Islamic State Claims Philippines Church Bombing, at Least 20 Dead

Islamist militants prime suspects in Philippine cathedral bombing
AFP

The Islamic State claimed responsibility on Sunday for the bombing of a Catholic church in the Philippines that killed at least 20 people and wounded 111 others. Some estimates put the number of people killed in the attack as high as 27.

The attack was perpetrated at the Cathedral of Our Lady of Mount Carmel in the southern island province of Sulu during Sunday morning mass. Sulu is a Muslim-majority province where the terrorist organization Abu Sayyaf has long been active. Abu Sayyaf is now allied with ISIS and opposes the dominant Islamist group in the Philippines, the Moro Islamic Liberation Front (MILF).

The bombing was conducted with classic ISIS tactics, using a double-bomb approach that has been employed many times in the Middle East against mosques that practice the “wrong” kind of Islam: an initial blast inside the church that sent terrified congregants scrambling for the exit, where a second, deadlier bomb awaited them. Police believe the second bomb was hidden in a motorcycle parked outside the church.

“The initial explosion scattered the wooden pews inside the main hall and blasted window glass panels, and the second bomb hurled human remains and debris across a town square fronting the cathedral,” Fox News reported on Monday.

Fox reported armored personnel carriers sealing off the area while the many dead and wounded were driven to local hospitals or airlifted to more distant facilities. The Philippine government responded to the attack with cold fury:

“I have directed our troops to heighten their alert level, secure all places of worships and public places at once, and initiate pro-active security measures to thwart hostile plans,” Defense Secretary Delfin Lorenzana said.

“We will pursue to the ends of the earth the ruthless perpetrators behind this dastardly crime until every killer is brought to justice and put behind bars. The law will give them no mercy,” the office of President Rodrigo Duterte said in Manila.

It added that “the enemies of the state boldly challenged the government’s capability to secure the safety of citizens in that region. The (Armed Forces of the Philippines) will rise to the challenge and crush these godless criminals.”

Asia Times speculated on Sunday that the church bombing could be an ISIS pushback against the referendum to create the BARRM, an almost completely autonomous Muslim region in the largely Catholic Philippines that would be administered by the MILF, effectively establishing an Islamic state controlled by rivals of the Islamic State:

Sulu voted against inclusion in the BARMM, which will replace the 28-year-old Autonomous Region in Muslim Mindanao (ARMM) which was the outgrowth of a separate peace deal with a different Islamic Moro rebel group.

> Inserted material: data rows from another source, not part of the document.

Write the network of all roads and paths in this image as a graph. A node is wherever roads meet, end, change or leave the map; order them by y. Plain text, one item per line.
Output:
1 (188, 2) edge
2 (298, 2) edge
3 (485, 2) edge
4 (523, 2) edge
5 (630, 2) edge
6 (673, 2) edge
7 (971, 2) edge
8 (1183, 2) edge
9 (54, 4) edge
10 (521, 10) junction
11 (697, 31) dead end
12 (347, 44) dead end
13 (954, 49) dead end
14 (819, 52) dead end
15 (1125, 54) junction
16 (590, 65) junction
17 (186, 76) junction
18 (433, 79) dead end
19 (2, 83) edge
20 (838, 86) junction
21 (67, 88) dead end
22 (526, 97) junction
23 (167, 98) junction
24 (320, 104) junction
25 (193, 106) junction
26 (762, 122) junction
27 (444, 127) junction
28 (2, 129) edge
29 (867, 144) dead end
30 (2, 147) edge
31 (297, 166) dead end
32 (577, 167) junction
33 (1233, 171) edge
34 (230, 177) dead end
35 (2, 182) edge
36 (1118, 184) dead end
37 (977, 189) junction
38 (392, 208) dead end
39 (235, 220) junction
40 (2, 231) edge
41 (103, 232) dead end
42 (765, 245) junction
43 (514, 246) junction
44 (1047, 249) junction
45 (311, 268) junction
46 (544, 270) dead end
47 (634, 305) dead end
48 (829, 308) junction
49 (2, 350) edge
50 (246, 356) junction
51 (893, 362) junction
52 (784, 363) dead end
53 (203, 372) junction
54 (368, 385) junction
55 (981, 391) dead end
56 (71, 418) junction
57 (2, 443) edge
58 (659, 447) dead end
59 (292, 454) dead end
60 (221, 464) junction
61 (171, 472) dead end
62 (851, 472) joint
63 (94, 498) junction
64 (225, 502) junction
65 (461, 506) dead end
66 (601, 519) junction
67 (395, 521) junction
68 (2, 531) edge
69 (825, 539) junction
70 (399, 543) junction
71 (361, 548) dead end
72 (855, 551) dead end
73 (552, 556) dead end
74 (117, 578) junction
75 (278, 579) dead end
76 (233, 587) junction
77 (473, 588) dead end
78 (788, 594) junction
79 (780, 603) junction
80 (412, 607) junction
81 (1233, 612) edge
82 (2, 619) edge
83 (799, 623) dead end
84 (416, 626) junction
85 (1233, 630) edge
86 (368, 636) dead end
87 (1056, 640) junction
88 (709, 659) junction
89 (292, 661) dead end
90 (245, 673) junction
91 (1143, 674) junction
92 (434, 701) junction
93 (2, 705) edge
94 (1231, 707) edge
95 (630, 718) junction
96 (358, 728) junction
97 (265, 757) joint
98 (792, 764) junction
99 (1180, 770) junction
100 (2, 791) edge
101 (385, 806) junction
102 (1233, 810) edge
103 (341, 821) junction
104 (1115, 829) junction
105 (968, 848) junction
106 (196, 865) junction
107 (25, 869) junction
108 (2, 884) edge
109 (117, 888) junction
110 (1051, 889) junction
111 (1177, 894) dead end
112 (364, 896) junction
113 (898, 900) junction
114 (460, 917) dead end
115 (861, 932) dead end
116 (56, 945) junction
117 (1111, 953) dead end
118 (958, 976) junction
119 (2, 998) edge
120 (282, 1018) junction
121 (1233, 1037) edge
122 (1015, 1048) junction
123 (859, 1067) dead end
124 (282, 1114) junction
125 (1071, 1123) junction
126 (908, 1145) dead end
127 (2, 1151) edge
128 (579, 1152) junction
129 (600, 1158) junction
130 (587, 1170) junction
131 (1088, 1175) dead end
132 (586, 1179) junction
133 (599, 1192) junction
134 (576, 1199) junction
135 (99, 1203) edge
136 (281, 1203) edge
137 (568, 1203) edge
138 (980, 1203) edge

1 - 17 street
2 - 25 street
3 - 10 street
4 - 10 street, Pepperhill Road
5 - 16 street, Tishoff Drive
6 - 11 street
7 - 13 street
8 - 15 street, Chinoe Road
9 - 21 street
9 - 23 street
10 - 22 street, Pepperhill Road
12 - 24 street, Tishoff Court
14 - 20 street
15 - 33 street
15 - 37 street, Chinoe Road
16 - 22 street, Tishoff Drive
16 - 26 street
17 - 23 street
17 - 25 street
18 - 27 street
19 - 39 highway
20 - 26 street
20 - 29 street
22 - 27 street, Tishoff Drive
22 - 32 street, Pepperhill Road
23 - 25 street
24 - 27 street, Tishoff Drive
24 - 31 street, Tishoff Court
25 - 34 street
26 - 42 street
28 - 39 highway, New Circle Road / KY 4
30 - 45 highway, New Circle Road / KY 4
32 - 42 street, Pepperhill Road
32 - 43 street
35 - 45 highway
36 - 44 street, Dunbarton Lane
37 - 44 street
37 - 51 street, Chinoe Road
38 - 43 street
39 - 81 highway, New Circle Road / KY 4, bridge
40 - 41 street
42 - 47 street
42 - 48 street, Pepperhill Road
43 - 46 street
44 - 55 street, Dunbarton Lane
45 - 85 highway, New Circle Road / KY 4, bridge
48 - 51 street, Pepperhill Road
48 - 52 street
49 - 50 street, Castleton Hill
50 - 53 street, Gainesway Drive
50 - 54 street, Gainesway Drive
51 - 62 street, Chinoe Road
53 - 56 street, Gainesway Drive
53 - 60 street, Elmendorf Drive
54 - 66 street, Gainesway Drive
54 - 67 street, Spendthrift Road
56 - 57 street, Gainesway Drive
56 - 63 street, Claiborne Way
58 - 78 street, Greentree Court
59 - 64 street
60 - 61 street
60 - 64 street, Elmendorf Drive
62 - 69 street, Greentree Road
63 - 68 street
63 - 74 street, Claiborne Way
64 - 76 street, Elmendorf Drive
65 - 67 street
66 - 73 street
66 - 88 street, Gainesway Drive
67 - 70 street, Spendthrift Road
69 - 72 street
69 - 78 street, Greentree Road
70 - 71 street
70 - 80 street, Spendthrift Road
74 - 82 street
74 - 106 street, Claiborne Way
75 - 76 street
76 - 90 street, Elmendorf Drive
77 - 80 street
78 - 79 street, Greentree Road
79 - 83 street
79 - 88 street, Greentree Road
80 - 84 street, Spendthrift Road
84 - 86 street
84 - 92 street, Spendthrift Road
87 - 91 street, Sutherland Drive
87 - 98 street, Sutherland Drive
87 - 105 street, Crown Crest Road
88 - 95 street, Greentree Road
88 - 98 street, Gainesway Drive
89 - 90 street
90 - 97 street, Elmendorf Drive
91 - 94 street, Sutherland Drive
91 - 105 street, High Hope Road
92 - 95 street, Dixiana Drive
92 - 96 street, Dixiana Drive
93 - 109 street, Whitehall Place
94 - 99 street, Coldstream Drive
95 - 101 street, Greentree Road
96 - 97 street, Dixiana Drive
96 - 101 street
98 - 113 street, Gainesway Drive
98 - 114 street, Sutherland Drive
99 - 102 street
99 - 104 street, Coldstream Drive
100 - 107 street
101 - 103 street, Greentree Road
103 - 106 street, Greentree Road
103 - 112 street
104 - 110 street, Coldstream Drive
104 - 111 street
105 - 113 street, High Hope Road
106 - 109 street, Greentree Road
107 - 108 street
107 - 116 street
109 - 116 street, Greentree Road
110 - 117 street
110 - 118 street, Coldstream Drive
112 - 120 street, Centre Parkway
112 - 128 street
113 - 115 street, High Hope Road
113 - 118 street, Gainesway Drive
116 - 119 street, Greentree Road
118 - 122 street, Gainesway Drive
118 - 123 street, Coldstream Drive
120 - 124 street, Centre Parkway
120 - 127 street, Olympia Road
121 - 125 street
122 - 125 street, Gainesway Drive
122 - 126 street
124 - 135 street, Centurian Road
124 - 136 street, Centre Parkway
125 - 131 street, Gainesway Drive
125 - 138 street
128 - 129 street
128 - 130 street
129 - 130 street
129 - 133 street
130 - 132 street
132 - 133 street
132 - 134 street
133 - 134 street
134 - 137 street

Sulu Governor Abdusakur Tan II has challenged the legality of the BOL before the Supreme Court, arguing that its enactment is unconstitutional because it abolishes the existing ARMM, which he argues can only be done by amending the Constitution and not through an act of Congress.

The BARMM aims to bring just and lasting peace to the region after four decades of civil war that has impoverished the Muslim region, the country’s perennially poorest.

While President Rodrigo Duterte, who hails from Mindanao, has yet to install the BARMM, fighting erupted on Thursday between the military and remnants of the Islamic State-aligned Maute Group that laid siege to Mindanao’s Marawi City beginning in May 2017.

From this perspective, the church bombing might have been retaliation for Philippine military action against ISIS-aligned terrorists that killed three fighters and captured three others late last week. Peace activist Octavio Dinampo, who was once kidnapped by Abu Sayyaf, told the Asia Times the “brutal and grisly” attack on the cathedral was “an act of reprisal and plain and simple terrorism to sow fear among civilians.”

Asian Times quoted a representative of the MILF condemning the church attack as a “terrible act of terrorism.”

The ISIS claim of responsibility arrived in a formal communique issued after the terrorist organization’s Amaq news agency described the attack as an Islamic State operation. Philippine security forces more specifically pinned the bombing on an Abu Sayyaf splinter group called “Ajang-Ajang” that has demonstrated a troubling ability to carry out terror attacks in high-security environments. Ajang-Ajang is noted for being supportive of ISIS.

Philippine officials pointed out that some of the details in the Islamic State’s claim of responsibility were not accurate – for example, ISIS referred to suicide bombers wearing explosive vests but the explosion outside the church emanated from a parked vehicle.